Despite its appearance, fregula is not a grain, but an ancient form of pasta from the island of Sardinia, where it's been popular since Ligurian navigators imported it from North Africa during the Middle Ages. The durum semolina pasta takes the form of tiny balls, traditionally formed by hand then dried and toasted to impart a nutty, wheaty flavour. Similar to Israeli couscous, 'Fregola Sarda' is more coarse and rough, making it flavourful and slightly chewy where couscous is light and fine. And unlike barley, rice or lentils, fregula cooks quickly and can be prepared in less than 10 minutes. Combined with a fragrant Chermoula-inspired gremolata of roasted cumin seeds, garlic, cilantro, parsley, lemon zest, smoked cayenne, paprika and olive oil, the mixture is added to caramelized butternut squash for a dramatic medley of colour, texture and flavour. Served with pan-seared Sea Bass filets and garnished with fresh baby sprouts, this is a healthy and delicious dish anytime of the year.
Pan-Seared Sea Bass with Fregola, Butternut Squash & Pine Nuts
6 Sea Bass filets, about 5 oz each with skin on
1 medium butternut squash, peeled, halved and seeded
1 lb fregola sarda or Israeli couscous
2 tablespoons cumin seeds
2 medium cloves garlic
3 cups roughly chopped fresh cilantro
1 cup roughly chopped fresh parsley
1 teaspoon hot paprika
2 teaspoons smoked paprika
1/2 teaspoon cayenne
Juice and zest of 2 lemons
1 cup toasted pine nuts
Extra-virgin olive oil
Sea salt to taste
Purple radish sprouts, or similar, for garnish
Preheat the oven to 475°F. Bring a large pot of salted water to a boil.

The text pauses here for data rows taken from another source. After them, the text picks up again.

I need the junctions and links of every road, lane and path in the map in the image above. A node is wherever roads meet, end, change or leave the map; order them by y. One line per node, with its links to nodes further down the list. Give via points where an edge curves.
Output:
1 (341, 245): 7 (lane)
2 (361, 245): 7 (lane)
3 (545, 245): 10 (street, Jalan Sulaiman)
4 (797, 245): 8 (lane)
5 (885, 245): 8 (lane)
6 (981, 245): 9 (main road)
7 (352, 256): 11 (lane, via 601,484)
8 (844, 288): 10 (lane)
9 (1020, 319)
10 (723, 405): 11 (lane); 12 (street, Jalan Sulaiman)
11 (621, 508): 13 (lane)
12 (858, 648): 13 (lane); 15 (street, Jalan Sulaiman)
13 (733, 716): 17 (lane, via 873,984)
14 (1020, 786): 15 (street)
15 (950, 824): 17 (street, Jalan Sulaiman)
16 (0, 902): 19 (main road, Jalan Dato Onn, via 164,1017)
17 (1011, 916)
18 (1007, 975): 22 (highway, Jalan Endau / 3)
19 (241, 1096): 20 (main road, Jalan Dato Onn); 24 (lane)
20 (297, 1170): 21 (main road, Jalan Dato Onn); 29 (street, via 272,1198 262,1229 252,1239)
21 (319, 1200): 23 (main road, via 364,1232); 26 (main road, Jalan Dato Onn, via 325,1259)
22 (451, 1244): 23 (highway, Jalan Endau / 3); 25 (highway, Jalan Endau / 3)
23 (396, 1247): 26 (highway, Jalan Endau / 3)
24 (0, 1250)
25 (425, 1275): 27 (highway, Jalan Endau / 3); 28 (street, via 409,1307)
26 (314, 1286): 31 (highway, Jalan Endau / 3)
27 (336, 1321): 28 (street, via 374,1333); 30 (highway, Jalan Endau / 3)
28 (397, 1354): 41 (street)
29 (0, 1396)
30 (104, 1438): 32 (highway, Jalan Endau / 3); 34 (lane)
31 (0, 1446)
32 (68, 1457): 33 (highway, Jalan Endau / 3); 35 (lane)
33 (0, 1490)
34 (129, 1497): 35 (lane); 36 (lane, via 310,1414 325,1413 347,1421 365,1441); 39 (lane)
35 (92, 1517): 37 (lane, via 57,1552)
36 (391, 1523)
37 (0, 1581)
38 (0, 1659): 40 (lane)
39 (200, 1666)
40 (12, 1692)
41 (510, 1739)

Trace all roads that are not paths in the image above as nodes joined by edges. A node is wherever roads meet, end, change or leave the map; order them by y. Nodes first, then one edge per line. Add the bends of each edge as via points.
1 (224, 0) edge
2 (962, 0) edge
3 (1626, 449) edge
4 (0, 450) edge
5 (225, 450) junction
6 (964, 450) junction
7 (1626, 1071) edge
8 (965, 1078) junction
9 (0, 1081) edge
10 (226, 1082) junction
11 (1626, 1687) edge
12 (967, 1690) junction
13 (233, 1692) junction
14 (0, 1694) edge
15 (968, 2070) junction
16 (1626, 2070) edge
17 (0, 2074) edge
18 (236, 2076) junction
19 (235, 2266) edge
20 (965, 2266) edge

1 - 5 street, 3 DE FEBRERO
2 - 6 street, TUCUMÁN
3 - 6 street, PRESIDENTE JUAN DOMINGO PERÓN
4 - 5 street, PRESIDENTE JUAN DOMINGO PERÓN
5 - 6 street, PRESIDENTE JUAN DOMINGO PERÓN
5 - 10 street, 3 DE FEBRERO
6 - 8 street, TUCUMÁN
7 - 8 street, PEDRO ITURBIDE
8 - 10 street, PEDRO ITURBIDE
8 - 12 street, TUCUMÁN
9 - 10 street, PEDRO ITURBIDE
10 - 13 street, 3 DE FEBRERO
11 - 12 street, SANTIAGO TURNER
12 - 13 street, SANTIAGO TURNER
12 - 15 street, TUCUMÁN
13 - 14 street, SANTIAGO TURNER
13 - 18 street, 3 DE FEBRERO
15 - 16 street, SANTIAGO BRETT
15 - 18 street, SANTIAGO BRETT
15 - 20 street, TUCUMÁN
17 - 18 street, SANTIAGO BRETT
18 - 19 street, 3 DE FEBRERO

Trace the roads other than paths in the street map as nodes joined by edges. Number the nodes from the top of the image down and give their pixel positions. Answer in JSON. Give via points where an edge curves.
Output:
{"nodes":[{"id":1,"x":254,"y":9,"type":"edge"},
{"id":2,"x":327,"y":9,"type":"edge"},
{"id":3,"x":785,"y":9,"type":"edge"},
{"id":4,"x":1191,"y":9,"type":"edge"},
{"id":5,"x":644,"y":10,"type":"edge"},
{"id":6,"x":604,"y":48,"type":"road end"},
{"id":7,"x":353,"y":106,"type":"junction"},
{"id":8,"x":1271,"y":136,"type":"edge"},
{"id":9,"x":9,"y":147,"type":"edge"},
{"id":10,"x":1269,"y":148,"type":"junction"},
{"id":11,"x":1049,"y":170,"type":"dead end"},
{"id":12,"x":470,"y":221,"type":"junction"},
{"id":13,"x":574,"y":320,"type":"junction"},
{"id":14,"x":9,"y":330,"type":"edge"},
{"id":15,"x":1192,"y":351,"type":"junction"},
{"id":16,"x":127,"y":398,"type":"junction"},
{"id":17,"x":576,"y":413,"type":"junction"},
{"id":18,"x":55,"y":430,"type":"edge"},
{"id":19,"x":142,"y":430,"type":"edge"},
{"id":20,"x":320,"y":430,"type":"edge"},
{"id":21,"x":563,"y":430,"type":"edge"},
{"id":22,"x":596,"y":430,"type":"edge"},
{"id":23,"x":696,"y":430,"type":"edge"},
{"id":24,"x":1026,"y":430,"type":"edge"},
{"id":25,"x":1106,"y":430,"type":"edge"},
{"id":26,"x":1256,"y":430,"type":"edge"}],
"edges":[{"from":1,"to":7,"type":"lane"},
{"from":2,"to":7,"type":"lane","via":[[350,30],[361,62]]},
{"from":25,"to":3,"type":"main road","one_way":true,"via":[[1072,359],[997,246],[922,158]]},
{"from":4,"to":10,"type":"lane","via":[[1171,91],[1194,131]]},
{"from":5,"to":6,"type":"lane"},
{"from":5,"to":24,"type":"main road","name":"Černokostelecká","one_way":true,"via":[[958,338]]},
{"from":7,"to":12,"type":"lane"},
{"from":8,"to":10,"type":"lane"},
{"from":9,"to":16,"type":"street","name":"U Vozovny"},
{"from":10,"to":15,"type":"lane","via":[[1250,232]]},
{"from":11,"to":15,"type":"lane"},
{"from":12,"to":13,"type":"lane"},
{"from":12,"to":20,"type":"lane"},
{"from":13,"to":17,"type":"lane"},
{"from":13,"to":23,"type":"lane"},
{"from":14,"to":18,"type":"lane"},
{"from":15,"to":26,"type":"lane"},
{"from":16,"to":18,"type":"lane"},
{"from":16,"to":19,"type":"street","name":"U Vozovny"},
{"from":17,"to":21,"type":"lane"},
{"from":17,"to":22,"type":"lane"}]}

Cut the squash into a rough 3/4-inch dice and transfer to a parchment lined baking sheet. Toss with about 2 tablespoons olive oil, a generous pinch of sea salt and roast for 20-25 minutes or until tender and caramelized. Remove from the oven and allow to cool slightly.
Cook the fregola sarda in boiling water for 10-11 minutes, or until al dente. Drain and return to the pot, then set aside and keep warm. Meanwhile, in a small sauté pan over medium heat, toast the cumin seeds for a minute or two, or until they start to make a popping sound, then transfer to a food processor. Add the garlic, a big pinch of sea salt and chopped herbs in batches, and pulse until a chunky paste forms. Add the paprika, cayenne, the zest of 1 lemon, and 4 tablespoons olive oil, and stir to combine then set aside.
To the pot with the fregola, add the butternut squash, the juice of 2 lemons, the charmoula, and the toasted nuts. With a wooden spoon, toss gently to combine, being careful not to mash the squash, then cover and keep warm.
Season the fish with a little salt and pepper. Heat a large frying pan until very hot, then add 2 tablespoons of oil. Lay the fish fillets in the pan, skin-side down. Reduce the heat to medium, and leave the fish to cook for 3-4 minutes, undisturbed, until the flesh has cooked two-thirds of the way up and the skin is crisp and brown. Using a spatula, flip the fillets over, and cook the flesh side for about 2 minutes until just done, basting the skin with the oil in the pan as it cooks. Leave to rest on a warm plate, skin-side up, and baste with the hot oil and juices from the pan.
To serve, spoon a small mound of fregola into the middle of 6 pre-warmed dinner plates and top each with a sea bass filet, skin-side up, and garnish with purple radish sprouts.